If he had answered that question plainly, he must have said: “I have left the whole surplus to my cousin, George Bartram”—and the implied acknowledgment that Mrs. Lecount’s name was not mentioned in the will must then have followed in Mrs. Lecount’s presence. A much bolder man, in his situation, might have felt the same oppression and the same embarrassment which he was feeling now. He picked the last morsel of feather from the quill; and, desperately leaping the pitfall under his feet, advanced to meet Mrs. Lecount’s claims on him of his own accord.
“I would rather not talk of any will but the will I am making now,” he said uneasily. “The first thing, Lecount—” He hesitated—put the bare end of the quill into his mouth—gnawed at it thoughtfully—and said no more.
“Yes, sir?” persisted Mrs. Lecount.
“The first thing is—”
“Yes, sir?”
“The first thing is, to—to make some provision for You?”
He spoke the last words in a tone of plaintive interrogation—as if all hope of being met by a magnanimous refusal had not deserted him even yet.
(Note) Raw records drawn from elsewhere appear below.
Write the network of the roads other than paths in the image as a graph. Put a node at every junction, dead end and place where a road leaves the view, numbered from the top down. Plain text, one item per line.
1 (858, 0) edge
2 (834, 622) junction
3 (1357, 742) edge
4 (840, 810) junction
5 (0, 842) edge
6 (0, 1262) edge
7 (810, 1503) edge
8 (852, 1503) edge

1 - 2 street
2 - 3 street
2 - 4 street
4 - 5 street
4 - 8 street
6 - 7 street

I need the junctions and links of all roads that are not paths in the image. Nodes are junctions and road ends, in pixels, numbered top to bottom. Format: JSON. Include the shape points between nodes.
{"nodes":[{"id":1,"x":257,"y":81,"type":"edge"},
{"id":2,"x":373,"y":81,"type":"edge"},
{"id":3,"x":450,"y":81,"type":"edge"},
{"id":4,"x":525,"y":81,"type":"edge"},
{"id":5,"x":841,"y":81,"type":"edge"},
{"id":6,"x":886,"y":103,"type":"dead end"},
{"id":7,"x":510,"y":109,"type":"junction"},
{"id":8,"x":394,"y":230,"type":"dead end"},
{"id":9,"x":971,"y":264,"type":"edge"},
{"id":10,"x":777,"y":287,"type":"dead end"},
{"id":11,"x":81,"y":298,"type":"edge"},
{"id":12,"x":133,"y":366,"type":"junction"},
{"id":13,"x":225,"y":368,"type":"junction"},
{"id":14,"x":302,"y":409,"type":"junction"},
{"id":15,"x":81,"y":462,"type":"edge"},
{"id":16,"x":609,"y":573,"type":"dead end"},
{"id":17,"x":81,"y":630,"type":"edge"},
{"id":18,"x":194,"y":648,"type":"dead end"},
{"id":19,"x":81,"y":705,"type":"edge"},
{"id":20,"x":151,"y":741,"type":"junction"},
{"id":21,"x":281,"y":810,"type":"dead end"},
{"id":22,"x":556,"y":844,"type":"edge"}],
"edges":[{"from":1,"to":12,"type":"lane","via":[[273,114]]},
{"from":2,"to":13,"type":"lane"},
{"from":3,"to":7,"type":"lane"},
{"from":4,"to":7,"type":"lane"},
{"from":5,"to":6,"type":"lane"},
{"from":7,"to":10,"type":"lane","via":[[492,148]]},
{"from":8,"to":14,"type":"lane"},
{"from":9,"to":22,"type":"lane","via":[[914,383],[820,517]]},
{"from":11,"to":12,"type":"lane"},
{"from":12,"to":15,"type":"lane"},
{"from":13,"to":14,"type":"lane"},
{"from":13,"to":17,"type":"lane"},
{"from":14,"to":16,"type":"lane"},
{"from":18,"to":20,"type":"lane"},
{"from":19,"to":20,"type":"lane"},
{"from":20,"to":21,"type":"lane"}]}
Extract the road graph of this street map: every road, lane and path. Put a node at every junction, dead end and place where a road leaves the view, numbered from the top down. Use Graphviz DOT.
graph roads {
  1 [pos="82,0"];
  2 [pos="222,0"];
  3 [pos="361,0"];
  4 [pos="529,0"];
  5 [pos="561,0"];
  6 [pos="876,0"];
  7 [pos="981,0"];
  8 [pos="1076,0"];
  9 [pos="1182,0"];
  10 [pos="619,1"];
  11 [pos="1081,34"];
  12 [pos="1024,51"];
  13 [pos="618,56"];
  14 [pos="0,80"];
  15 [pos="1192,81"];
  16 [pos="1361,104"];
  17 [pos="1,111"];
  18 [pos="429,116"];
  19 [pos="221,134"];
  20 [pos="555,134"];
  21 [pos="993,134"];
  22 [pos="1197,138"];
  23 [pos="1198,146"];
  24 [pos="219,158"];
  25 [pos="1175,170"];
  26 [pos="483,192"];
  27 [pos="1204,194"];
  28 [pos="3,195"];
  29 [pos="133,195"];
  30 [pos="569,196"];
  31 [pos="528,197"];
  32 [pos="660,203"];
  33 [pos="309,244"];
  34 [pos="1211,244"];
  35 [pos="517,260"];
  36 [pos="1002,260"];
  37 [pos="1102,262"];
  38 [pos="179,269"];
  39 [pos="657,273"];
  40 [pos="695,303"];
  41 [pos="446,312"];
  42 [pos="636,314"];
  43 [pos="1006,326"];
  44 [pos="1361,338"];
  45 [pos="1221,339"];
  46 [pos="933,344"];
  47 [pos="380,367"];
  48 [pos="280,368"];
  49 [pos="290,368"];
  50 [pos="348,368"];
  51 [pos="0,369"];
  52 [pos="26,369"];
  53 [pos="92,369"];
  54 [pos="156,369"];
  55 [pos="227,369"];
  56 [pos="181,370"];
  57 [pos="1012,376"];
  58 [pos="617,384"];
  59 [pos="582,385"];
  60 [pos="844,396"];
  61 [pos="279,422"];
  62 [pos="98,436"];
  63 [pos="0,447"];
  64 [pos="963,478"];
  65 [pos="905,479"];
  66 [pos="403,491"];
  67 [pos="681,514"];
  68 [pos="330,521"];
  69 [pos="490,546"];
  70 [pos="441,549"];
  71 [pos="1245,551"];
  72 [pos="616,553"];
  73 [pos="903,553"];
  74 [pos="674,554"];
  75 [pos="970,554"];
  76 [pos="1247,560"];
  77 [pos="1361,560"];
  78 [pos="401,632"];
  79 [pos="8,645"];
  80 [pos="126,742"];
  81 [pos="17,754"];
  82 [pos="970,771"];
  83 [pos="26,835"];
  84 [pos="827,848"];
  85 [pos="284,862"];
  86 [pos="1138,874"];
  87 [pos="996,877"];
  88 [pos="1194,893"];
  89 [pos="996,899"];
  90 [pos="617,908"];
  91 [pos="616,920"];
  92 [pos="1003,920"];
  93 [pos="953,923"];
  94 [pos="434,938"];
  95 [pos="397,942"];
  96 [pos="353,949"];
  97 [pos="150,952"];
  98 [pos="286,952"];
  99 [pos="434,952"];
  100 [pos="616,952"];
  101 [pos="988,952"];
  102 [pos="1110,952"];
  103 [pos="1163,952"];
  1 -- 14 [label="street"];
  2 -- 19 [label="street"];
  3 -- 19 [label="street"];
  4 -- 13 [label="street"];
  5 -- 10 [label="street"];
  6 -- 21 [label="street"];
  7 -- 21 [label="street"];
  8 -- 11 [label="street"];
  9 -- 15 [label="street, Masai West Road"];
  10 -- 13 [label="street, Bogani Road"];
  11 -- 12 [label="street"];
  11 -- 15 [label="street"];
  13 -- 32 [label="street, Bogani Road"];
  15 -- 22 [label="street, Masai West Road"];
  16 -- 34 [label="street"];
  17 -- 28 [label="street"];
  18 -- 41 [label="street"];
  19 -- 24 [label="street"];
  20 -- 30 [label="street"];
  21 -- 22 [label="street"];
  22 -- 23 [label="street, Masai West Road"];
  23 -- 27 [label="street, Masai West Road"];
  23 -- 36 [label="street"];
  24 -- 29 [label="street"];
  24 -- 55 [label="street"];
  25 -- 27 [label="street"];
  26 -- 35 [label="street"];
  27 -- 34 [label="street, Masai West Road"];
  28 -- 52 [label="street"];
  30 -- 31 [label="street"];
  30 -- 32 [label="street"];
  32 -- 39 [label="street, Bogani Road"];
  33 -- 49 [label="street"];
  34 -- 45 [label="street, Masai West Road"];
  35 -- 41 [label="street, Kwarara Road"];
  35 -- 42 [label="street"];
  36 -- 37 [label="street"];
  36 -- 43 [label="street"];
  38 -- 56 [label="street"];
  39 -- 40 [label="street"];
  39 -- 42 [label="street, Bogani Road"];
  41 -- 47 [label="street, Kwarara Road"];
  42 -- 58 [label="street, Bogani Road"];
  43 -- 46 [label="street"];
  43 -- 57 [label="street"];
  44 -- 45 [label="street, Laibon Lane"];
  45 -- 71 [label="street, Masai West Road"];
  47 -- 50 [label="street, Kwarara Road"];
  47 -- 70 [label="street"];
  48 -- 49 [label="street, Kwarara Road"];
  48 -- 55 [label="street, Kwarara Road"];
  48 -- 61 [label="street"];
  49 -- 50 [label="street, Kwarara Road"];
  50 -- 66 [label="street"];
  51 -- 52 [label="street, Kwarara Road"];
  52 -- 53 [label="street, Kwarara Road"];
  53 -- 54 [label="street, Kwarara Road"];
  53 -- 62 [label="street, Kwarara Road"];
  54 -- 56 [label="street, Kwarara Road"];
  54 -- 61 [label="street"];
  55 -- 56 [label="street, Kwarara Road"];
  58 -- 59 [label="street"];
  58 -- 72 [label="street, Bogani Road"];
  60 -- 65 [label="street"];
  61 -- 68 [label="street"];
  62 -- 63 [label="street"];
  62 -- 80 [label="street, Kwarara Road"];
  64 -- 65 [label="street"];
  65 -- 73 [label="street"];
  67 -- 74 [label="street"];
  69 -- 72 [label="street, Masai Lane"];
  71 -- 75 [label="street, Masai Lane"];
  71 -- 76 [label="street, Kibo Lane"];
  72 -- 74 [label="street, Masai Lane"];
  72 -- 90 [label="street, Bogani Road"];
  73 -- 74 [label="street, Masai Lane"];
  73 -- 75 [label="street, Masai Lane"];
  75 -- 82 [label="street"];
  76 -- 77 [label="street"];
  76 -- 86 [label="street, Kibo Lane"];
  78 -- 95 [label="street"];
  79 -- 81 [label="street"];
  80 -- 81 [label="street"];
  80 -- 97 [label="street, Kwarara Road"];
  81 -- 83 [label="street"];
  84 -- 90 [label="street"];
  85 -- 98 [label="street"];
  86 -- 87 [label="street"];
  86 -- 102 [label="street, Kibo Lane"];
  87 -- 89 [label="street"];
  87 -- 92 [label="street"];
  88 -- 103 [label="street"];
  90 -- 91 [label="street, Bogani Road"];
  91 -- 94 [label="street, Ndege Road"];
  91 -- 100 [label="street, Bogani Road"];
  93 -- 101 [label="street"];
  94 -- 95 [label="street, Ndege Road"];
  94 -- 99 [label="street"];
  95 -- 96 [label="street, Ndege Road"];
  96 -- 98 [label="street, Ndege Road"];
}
Mrs. Lecount enlightened his mind on this point, without a moment’s loss of time.
“Thank you, Mr. Noel,” she said, with the tone and manner of a woman who was not acknowledging a favor, but receiving a right.
He took another bite at the quill. The perspiration began to appear on his face.
“The difficulty is,” he remarked, “to say how much.”
“Your lamented father, sir,” rejoined Mrs. Lecount, “met that difficulty (if you remember) at the time of his last illness?”
“I don’t remember,” said Noel Vanstone, doggedly.
“You were on one side of his bed, sir, and I was on the other. We were vainly trying to persuade him to make his will. After telling us he would wait and make his will when he was well again, he looked round at me, and said some kind and feeling words which my memory will treasure to my dying day. Have you forgotten those words, Mr. Noel?”
“Yes,” said Mr. Noel, without hesitation.
“In my present situation, sir,” retorted Mrs. Lecount, “delicacy forbids me to improve your memory.”
She looked at her watch, and relapsed into silence. He clinched his hands, and writhed from side to side of his chair in an agony of indecision. Mrs. Lecount passively refused to take the slightest notice of him.
“What should you say—?” he began, and suddenly stopped again.
“Yes, sir?”
“What should you say to—a thousand pounds?”
Mrs. Lecount rose from her chair, and looked him full in the face, with the majestic indignation of an outraged woman.